Here's what happens to an old, unpropagated lavender plant:
Increased Woodiness:
- Structural Change: Over time, lavender's stems become increasingly woody and brittle, especially at the base. This is a natural part of its growth as a sub-shrub.
- Reduced Productivity: Woody stems are less productive. New flowers and foliage primarily grow on green, new wood. As the plant ages and the woody framework dominates, the proportion of new, active growth diminishes.
Legginess and Sparse Foliage:
- Open Center: The woody stems become long and bare at the base, leading to a leggy, open, and often unsightly plant with foliage concentrated only at the tips of branches.
- Reduced Density: The dense, compact form that makes lavender so attractive is lost, and the plant becomes sparse and straggly.
Fewer, Weaker Flowers:
- Reduced Vigor: With more woody growth and less vigorous new growth, the plant's overall energy declines.

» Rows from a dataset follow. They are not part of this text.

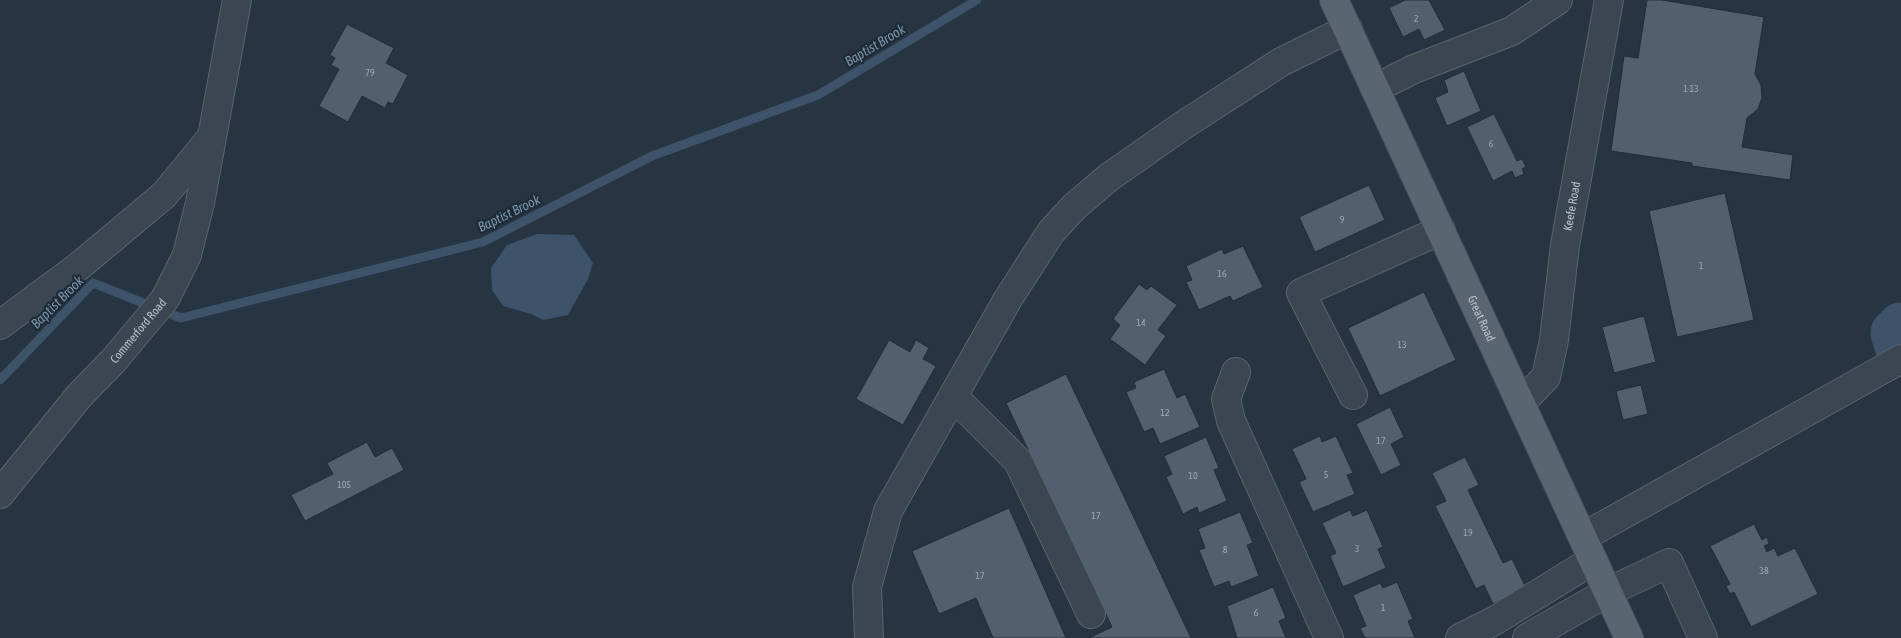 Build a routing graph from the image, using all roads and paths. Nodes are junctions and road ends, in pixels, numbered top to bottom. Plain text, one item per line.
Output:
1 (237, 0) edge
2 (1334, 0) edge
3 (1558, 0) edge
4 (1610, 0) edge
5 (1348, 29) junction
6 (1376, 88) junction
7 (213, 135) junction
8 (1441, 230) junction
9 (0, 325) edge
10 (1891, 365) edge
11 (1236, 372) dead end
12 (1353, 395) dead end
13 (952, 396) junction
14 (1521, 404) junction
15 (0, 494) edge
16 (1588, 548) junction
17 (1608, 592) junction
18 (1091, 614) dead end
19 (869, 638) edge
20 (1329, 638) edge
21 (1460, 638) edge
22 (1527, 638) edge
23 (1629, 638) edge
24 (1703, 638) edge

1 - 7 street, Commerford Road
2 - 5 main road, Great Road
3 - 6 street
4 - 14 street, Keefe Road
5 - 6 main road, Great Road
5 - 13 street
6 - 8 main road, Great Road
7 - 9 street, Commerford Road
7 - 15 street, Commerford Road
8 - 12 street
8 - 14 main road, Great Road
10 - 16 street
11 - 20 street
13 - 18 street
13 - 19 street
14 - 16 main road, Great Road
16 - 17 main road, Great Road
16 - 21 street
17 - 22 street
17 - 23 main road, Great Road
17 - 24 street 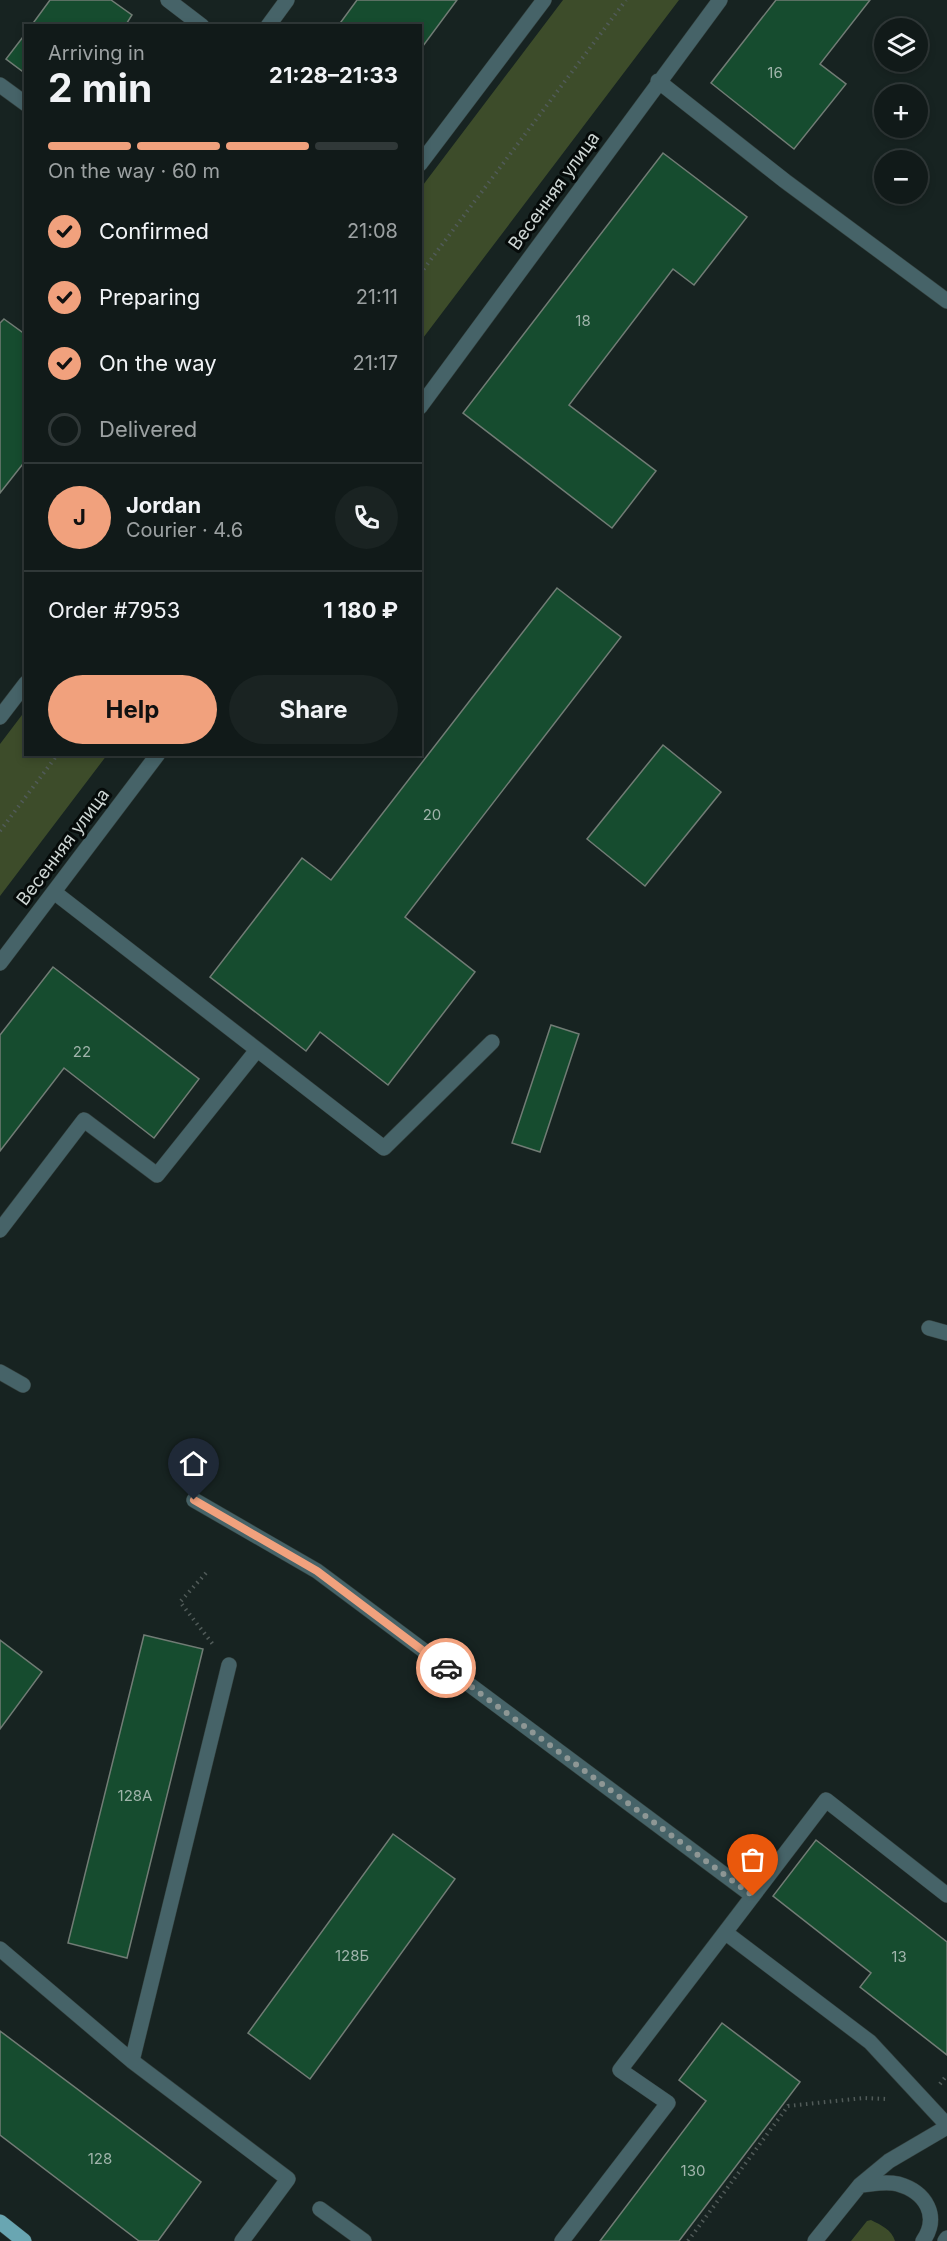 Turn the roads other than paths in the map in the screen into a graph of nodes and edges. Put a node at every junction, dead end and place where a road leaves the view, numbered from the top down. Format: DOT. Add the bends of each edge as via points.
graph roads {
  1 [pos="168,0"];
  2 [pos="287,0"];
  3 [pos="544,0"];
  4 [pos="720,0"];
  5 [pos="199,24"];
  6 [pos="269,24"];
  7 [pos="658,81"];
  8 [pos="0,85"];
  9 [pos="24,103"];
  10 [pos="422,161"];
  11 [pos="947,301"];
  12 [pos="422,404"];
  13 [pos="24,686"];
  14 [pos="0,717"];
  15 [pos="156,756"];
  16 [pos="54,892"];
  17 [pos="0,963"];
  18 [pos="492,1042"];
  19 [pos="257,1050"];
  20 [pos="0,1230"];
  21 [pos="929,1328"];
  22 [pos="947,1334"];
  23 [pos="0,1372"];
  24 [pos="23,1385"];
  25 [pos="194,1500"];
  26 [pos="229,1665"];
  27 [pos="947,1895"];
  28 [pos="753,1896"];
  29 [pos="726,1932"];
  30 [pos="0,1948"];
  31 [pos="132,2061"];
  32 [pos="947,2126"];
  33 [pos="860,2186"];
  34 [pos="320,2209"];
  35 [pos="0,2222"];
  36 [pos="24,2241"];
  37 [pos="242,2241"];
  38 [pos="364,2241"];
  39 [pos="562,2241"];
  40 [pos="815,2241"];
  41 [pos="923,2241"];
  1 -- 5 [label="street"];
  2 -- 6 [label="street"];
  3 -- 10 [label="street"];
  4 -- 7 [label="street, Весенняя улица"];
  7 -- 11 [label="street" via="784,181"];
  7 -- 12 [label="street, Весенняя улица"];
  8 -- 9 [label="street"];
  13 -- 14 [label="street"];
  15 -- 16 [label="street, Весенняя улица"];
  16 -- 17 [label="street, Весенняя улица"];
  16 -- 19 [label="street"];
  18 -- 19 [label="street" via="384,1148"];
  19 -- 20 [label="street" via="157,1175 84,1120"];
  21 -- 22 [label="street"];
  23 -- 24 [label="street"];
  25 -- 28 [label="street" via="317,1571"];
  26 -- 31 [label="street"];
  27 -- 28 [label="street" via="826,1800"];
  28 -- 29 [label="street"];
  29 -- 32 [label="street" via="870,2042"];
  29 -- 39 [label="street" via="620,2070 668,2103"];
  30 -- 31 [label="street"];
  31 -- 37 [label="street" via="288,2179"];
  32 -- 33 [label="street" via="889,2161"];
  33 -- 40 [label="street"];
  33 -- 41 [label="street" via="898,2184 919,2195 931,2214 931,2225"];
  34 -- 38 [label="street"];
  35 -- 36 [label="main road"];
}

- Impact: This results in fewer flower spikes, and those that do appear may be smaller, less vibrant, and have a reduced fragrance compared to a younger, healthy plant. The main reason for growing lavender is its beautiful blooms, so this is a significant drawback.
Decreased Overall Health and Vigor:
- An old, woody plant is often a less vigorous plant. Its internal structure is less efficient, and it may be more susceptible to environmental stress, pests, and diseases.
Poor Response to Pruning:
- Pruning into Old Wood: Lavender generally does not reliably sprout from old, woody stems that have no green leaves or active growth buds. Pruning an old, leggy plant back too hard into old wood can kill it, as it lacks the dormant buds to regenerate. This creates a dilemma: you can't prune hard enough to reshape it without risking its life.
- Limited Rejuvenation: Unlike many shrubs that can be hard-pruned for rejuvenation, old lavender has a limited capacity for this.
Eventual Decline and Death:
- Due to the combination of woodiness, sparse growth, reduced flowering, and inability to regenerate effectively from hard pruning, older lavender plants will eventually decline and die out, often becoming unsightly in the process.
Management Strategy:
Instead of division, the longevity and vigor of a lavender plant are best maintained through:
- Annual Pruning: Regular, annual pruning (lightly shaping and removing spent flower stalks, and cutting back about 1/3 of the current year's growth) from a young age helps maintain a compact, bushy, and productive form, preventing excessive woodiness.
- Propagation by Cuttings: As the plant reaches 5-10 years of age (depending on species and conditions), it's a good practice to take cuttings from it. This ensures you have fresh, vigorous young plants ready to replace the aging parent when it eventually declines.
By understanding the natural life cycle and woody habit of lavender, gardeners can employ the correct strategies (pruning and cuttings) to enjoy healthy, productive plants for as long as possible before naturally replacing them.